> MATERIAL FOR THIS EXERCISE
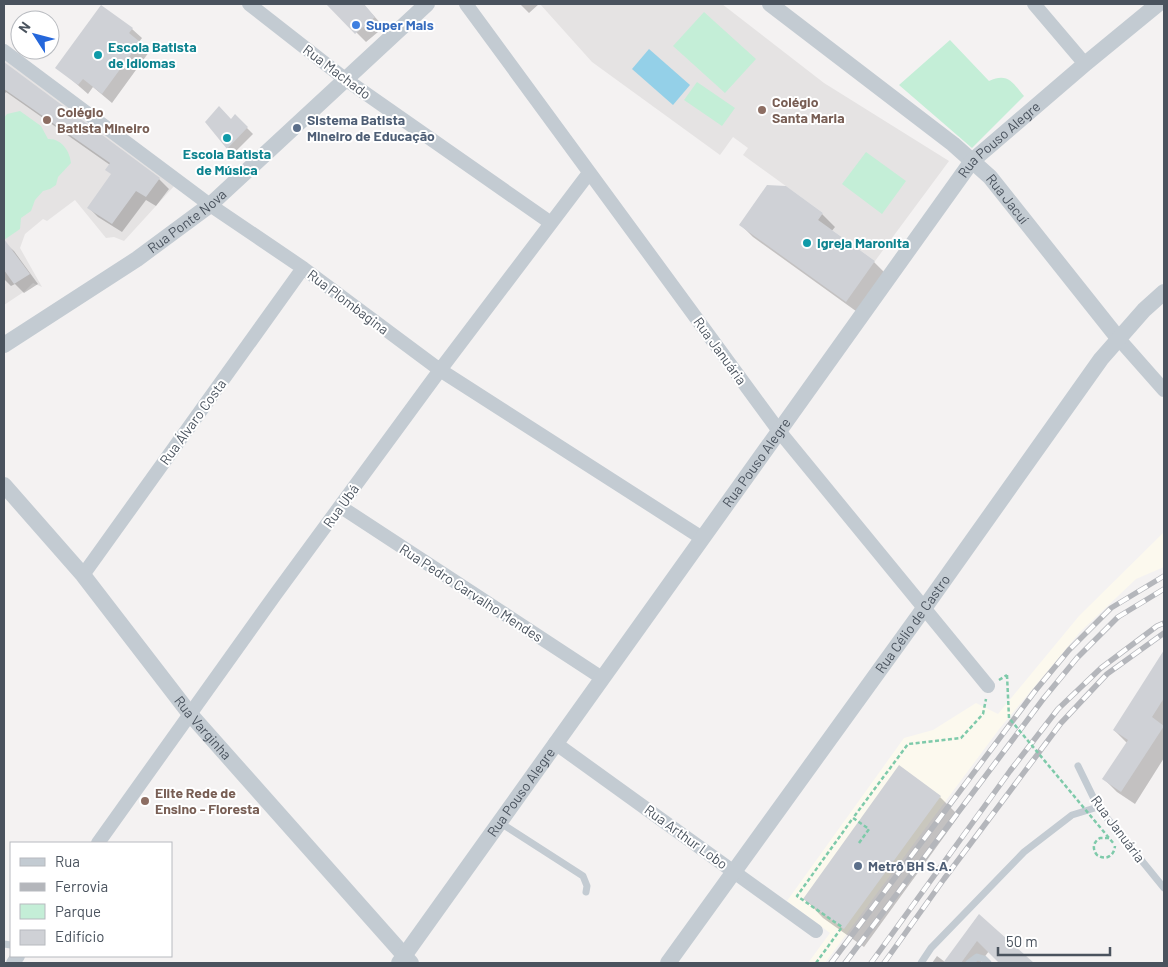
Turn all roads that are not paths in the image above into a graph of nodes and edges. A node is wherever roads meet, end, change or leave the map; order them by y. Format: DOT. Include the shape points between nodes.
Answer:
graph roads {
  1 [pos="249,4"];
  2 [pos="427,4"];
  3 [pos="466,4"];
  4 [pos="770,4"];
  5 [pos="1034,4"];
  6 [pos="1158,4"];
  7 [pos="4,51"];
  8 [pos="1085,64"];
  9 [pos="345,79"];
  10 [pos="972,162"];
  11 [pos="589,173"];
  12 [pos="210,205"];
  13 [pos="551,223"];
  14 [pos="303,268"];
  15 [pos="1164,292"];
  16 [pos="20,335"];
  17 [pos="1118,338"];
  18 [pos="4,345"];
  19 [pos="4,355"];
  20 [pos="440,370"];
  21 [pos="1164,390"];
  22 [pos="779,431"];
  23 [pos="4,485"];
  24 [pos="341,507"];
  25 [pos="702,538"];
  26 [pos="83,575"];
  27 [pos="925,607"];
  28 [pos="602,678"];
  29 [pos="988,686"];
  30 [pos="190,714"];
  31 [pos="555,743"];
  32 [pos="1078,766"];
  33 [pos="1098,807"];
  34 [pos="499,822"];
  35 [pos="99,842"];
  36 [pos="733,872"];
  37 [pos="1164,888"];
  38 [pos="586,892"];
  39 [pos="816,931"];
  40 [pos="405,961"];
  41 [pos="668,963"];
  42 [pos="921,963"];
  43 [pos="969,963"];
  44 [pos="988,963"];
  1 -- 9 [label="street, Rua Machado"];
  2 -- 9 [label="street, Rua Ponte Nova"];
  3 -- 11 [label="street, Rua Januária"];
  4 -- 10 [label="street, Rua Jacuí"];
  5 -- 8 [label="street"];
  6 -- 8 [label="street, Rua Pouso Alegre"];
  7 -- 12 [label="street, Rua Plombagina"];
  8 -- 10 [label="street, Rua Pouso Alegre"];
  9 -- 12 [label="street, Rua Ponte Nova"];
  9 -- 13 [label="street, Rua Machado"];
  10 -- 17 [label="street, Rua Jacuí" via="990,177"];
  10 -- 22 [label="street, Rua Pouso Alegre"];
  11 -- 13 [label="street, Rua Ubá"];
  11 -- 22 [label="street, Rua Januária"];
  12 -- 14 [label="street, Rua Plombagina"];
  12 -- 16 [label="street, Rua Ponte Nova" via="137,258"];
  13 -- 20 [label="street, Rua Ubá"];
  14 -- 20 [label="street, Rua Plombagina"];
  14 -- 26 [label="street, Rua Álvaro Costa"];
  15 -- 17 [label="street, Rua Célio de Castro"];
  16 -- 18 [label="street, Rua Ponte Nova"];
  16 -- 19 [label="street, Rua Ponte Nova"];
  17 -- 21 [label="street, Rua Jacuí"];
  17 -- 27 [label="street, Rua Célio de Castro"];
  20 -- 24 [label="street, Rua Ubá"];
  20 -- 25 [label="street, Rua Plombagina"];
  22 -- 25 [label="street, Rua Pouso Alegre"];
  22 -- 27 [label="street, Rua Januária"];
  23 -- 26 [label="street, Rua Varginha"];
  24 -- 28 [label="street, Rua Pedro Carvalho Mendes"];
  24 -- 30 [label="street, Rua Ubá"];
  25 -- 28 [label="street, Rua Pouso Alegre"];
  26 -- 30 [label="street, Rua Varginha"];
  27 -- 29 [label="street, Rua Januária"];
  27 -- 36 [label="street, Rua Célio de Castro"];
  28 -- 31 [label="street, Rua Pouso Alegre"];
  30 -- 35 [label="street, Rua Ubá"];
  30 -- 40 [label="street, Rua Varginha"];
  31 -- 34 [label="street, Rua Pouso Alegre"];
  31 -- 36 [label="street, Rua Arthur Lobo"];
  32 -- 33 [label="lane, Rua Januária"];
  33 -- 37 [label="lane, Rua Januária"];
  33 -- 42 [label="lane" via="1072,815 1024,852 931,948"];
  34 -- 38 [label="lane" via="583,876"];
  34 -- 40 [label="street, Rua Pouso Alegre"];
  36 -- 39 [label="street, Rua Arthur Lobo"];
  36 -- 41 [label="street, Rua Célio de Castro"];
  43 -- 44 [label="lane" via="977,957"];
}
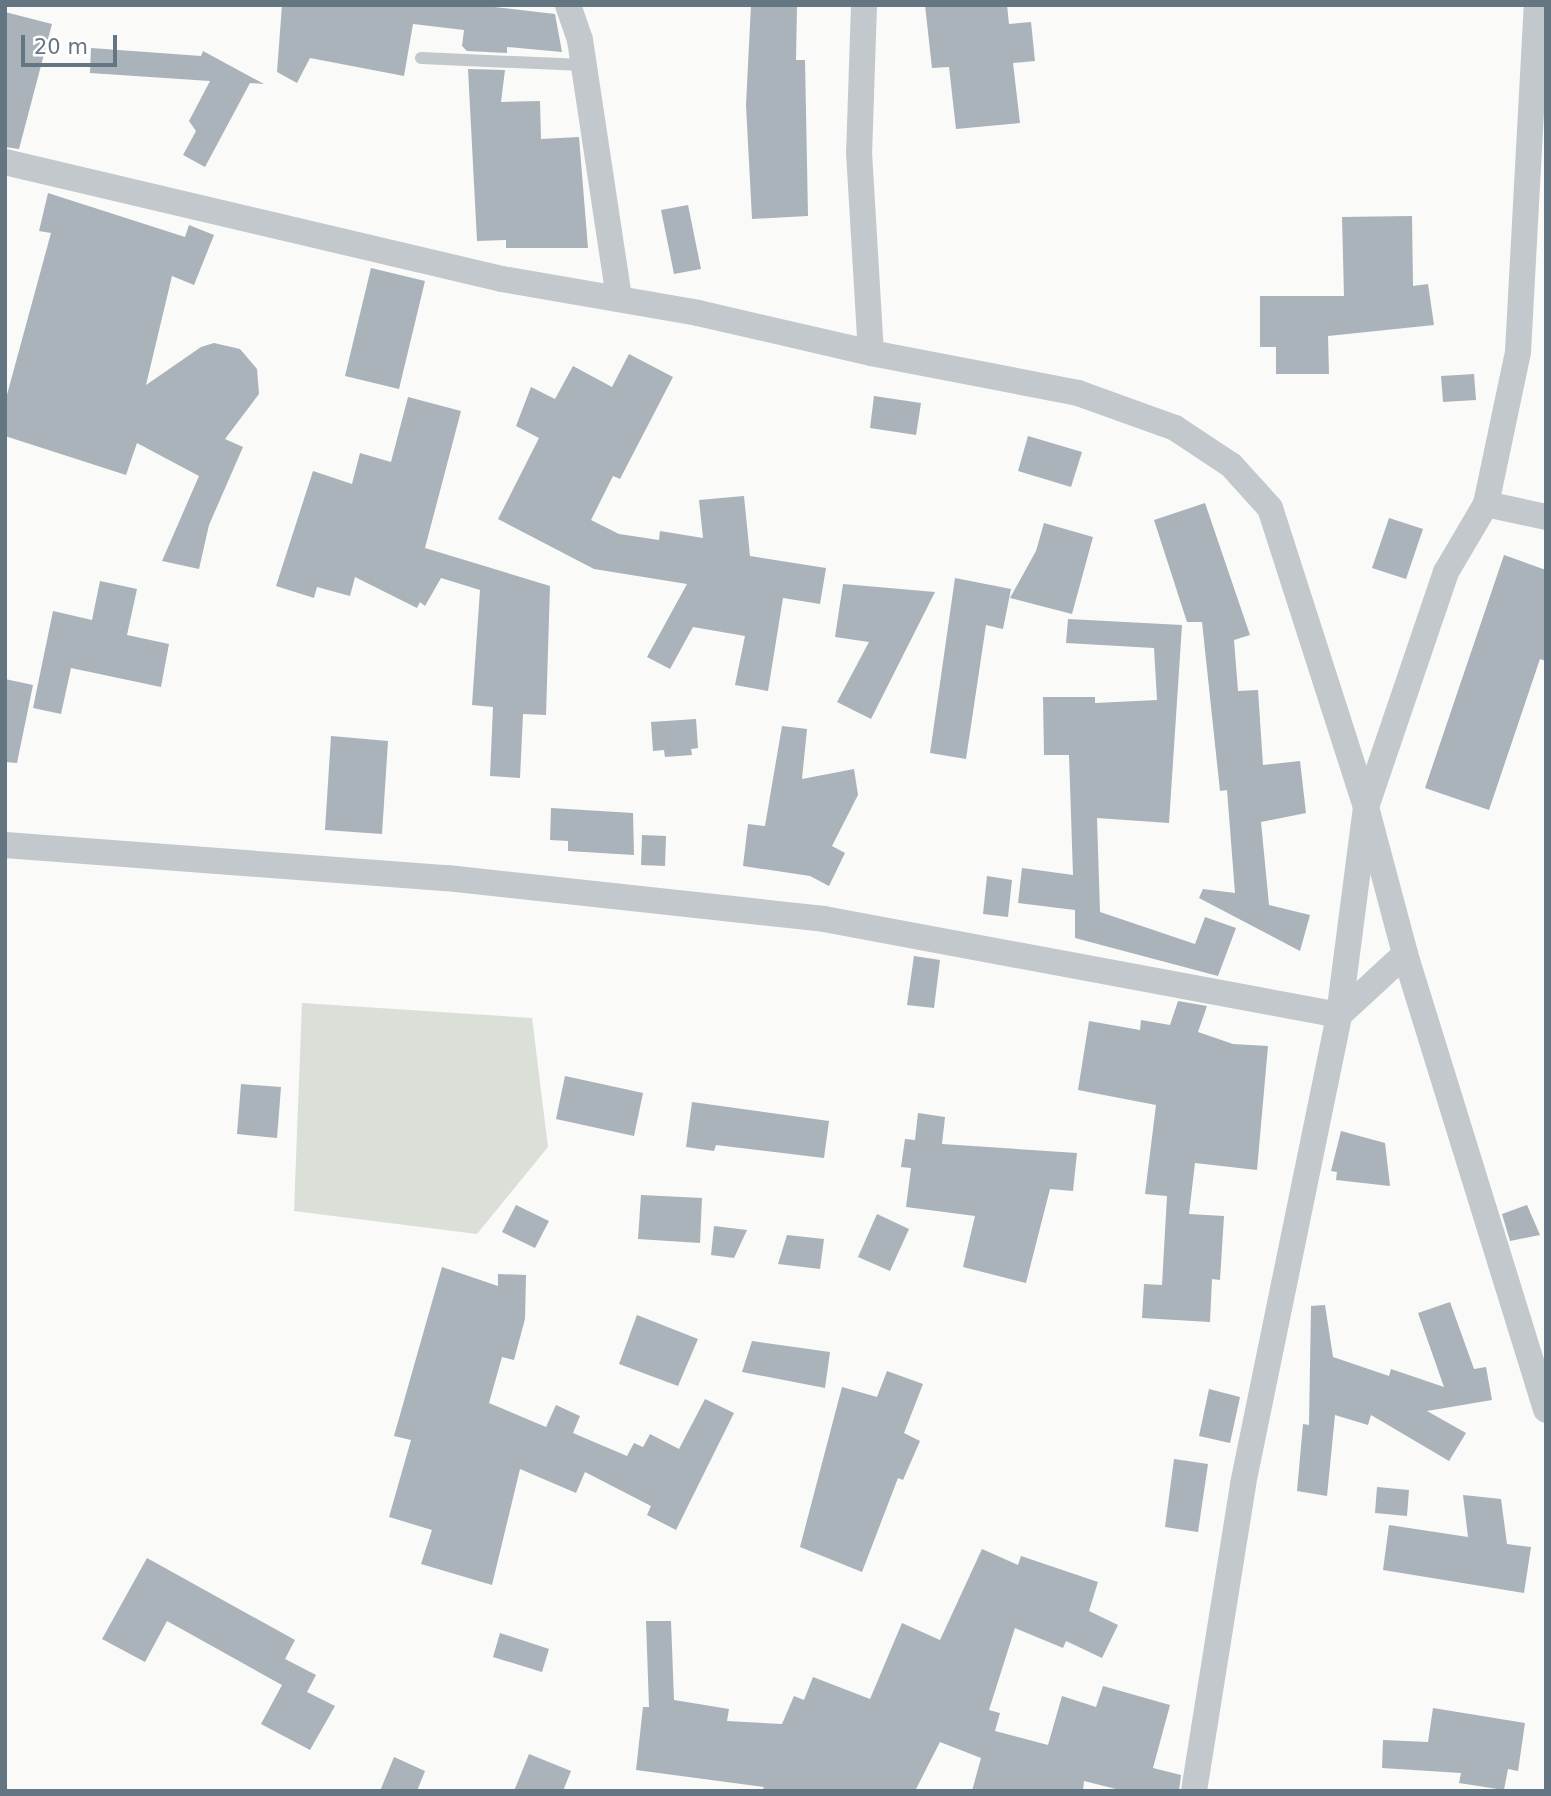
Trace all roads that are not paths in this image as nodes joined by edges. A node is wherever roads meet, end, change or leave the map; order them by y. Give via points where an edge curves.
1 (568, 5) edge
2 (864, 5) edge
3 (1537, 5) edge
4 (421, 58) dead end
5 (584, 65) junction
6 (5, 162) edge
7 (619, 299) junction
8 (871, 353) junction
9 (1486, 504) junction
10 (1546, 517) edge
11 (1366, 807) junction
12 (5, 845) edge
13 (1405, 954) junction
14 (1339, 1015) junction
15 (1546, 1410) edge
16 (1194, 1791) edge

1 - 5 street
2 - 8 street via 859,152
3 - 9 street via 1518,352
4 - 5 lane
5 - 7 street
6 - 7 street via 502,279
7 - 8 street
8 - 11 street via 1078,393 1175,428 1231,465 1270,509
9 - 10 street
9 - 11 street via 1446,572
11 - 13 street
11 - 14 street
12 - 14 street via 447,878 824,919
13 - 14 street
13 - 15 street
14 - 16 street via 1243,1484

> ASSIGNMENT
From the first line to the last, write out the data exactly, dropping any pictures.

> RESULT BELOW
Turn all roads that are not paths in the image above into a graph of nodes and edges. A node is wherever roads meet, end, change or leave the map; order them by y. Format: DOT. Include the shape points between nodes.
Answer:
graph roads {
  1 [pos="249,4"];
  2 [pos="427,4"];
  3 [pos="466,4"];
  4 [pos="770,4"];
  5 [pos="1034,4"];
  6 [pos="1158,4"];
  7 [pos="4,51"];
  8 [pos="1085,64"];
  9 [pos="345,79"];
  10 [pos="972,162"];
  11 [pos="589,173"];
  12 [pos="210,205"];
  13 [pos="551,223"];
  14 [pos="303,268"];
  15 [pos="1164,292"];
  16 [pos="20,335"];
  17 [pos="1118,338"];
  18 [pos="4,345"];
  19 [pos="4,355"];
  20 [pos="440,370"];
  21 [pos="1164,390"];
  22 [pos="779,431"];
  23 [pos="4,485"];
  24 [pos="341,507"];
  25 [pos="702,538"];
  26 [pos="83,575"];
  27 [pos="925,607"];
  28 [pos="602,678"];
  29 [pos="988,686"];
  30 [pos="190,714"];
  31 [pos="555,743"];
  32 [pos="1078,766"];
  33 [pos="1098,807"];
  34 [pos="499,822"];
  35 [pos="99,842"];
  36 [pos="733,872"];
  37 [pos="1164,888"];
  38 [pos="586,892"];
  39 [pos="816,931"];
  40 [pos="405,961"];
  41 [pos="668,963"];
  42 [pos="921,963"];
  43 [pos="969,963"];
  44 [pos="988,963"];
  1 -- 9 [label="street, Rua Machado"];
  2 -- 9 [label="street, Rua Ponte Nova"];
  3 -- 11 [label="street, Rua Januária"];
  4 -- 10 [label="street, Rua Jacuí"];
  5 -- 8 [label="street"];
  6 -- 8 [label="street, Rua Pouso Alegre"];
  7 -- 12 [label="street, Rua Plombagina"];
  8 -- 10 [label="street, Rua Pouso Alegre"];
  9 -- 12 [label="street, Rua Ponte Nova"];
  9 -- 13 [label="street, Rua Machado"];
  10 -- 17 [label="street, Rua Jacuí" via="990,177"];
  10 -- 22 [label="street, Rua Pouso Alegre"];
  11 -- 13 [label="street, Rua Ubá"];
  11 -- 22 [label="street, Rua Januária"];
  12 -- 14 [label="street, Rua Plombagina"];
  12 -- 16 [label="street, Rua Ponte Nova" via="137,258"];
  13 -- 20 [label="street, Rua Ubá"];
  14 -- 20 [label="street, Rua Plombagina"];
  14 -- 26 [label="street, Rua Álvaro Costa"];
  15 -- 17 [label="street, Rua Célio de Castro"];
  16 -- 18 [label="street, Rua Ponte Nova"];
  16 -- 19 [label="street, Rua Ponte Nova"];
  17 -- 21 [label="street, Rua Jacuí"];
  17 -- 27 [label="street, Rua Célio de Castro"];
  20 -- 24 [label="street, Rua Ubá"];
  20 -- 25 [label="street, Rua Plombagina"];
  22 -- 25 [label="street, Rua Pouso Alegre"];
  22 -- 27 [label="street, Rua Januária"];
  23 -- 26 [label="street, Rua Varginha"];
  24 -- 28 [label="street, Rua Pedro Carvalho Mendes"];
  24 -- 30 [label="street, Rua Ubá"];
  25 -- 28 [label="street, Rua Pouso Alegre"];
  26 -- 30 [label="street, Rua Varginha"];
  27 -- 29 [label="street, Rua Januária"];
  27 -- 36 [label="street, Rua Célio de Castro"];
  28 -- 31 [label="street, Rua Pouso Alegre"];
  30 -- 35 [label="street, Rua Ubá"];
  30 -- 40 [label="street, Rua Varginha"];
  31 -- 34 [label="street, Rua Pouso Alegre"];
  31 -- 36 [label="street, Rua Arthur Lobo"];
  32 -- 33 [label="lane, Rua Januária"];
  33 -- 37 [label="lane, Rua Januária"];
  33 -- 42 [label="lane" via="1072,815 1024,852 931,948"];
  34 -- 38 [label="lane" via="583,876"];
  34 -- 40 [label="street, Rua Pouso Alegre"];
  36 -- 39 [label="street, Rua Arthur Lobo"];
  36 -- 41 [label="street, Rua Célio de Castro"];
  43 -- 44 [label="lane" via="977,957"];
}
Trace all roads that are not paths in this image as nodes joined by edges. A node is wherever roads meet, end, change or leave the map; order them by y. Give via points where an edge curves.
1 (568, 5) edge
2 (864, 5) edge
3 (1537, 5) edge
4 (421, 58) dead end
5 (584, 65) junction
6 (5, 162) edge
7 (619, 299) junction
8 (871, 353) junction
9 (1486, 504) junction
10 (1546, 517) edge
11 (1366, 807) junction
12 (5, 845) edge
13 (1405, 954) junction
14 (1339, 1015) junction
15 (1546, 1410) edge
16 (1194, 1791) edge

1 - 5 street
2 - 8 street via 859,152
3 - 9 street via 1518,352
4 - 5 lane
5 - 7 street
6 - 7 street via 502,279
7 - 8 street
8 - 11 street via 1078,393 1175,428 1231,465 1270,509
9 - 10 street
9 - 11 street via 1446,572
11 - 13 street
11 - 14 street
12 - 14 street via 447,878 824,919
13 - 14 street
13 - 15 street
14 - 16 street via 1243,1484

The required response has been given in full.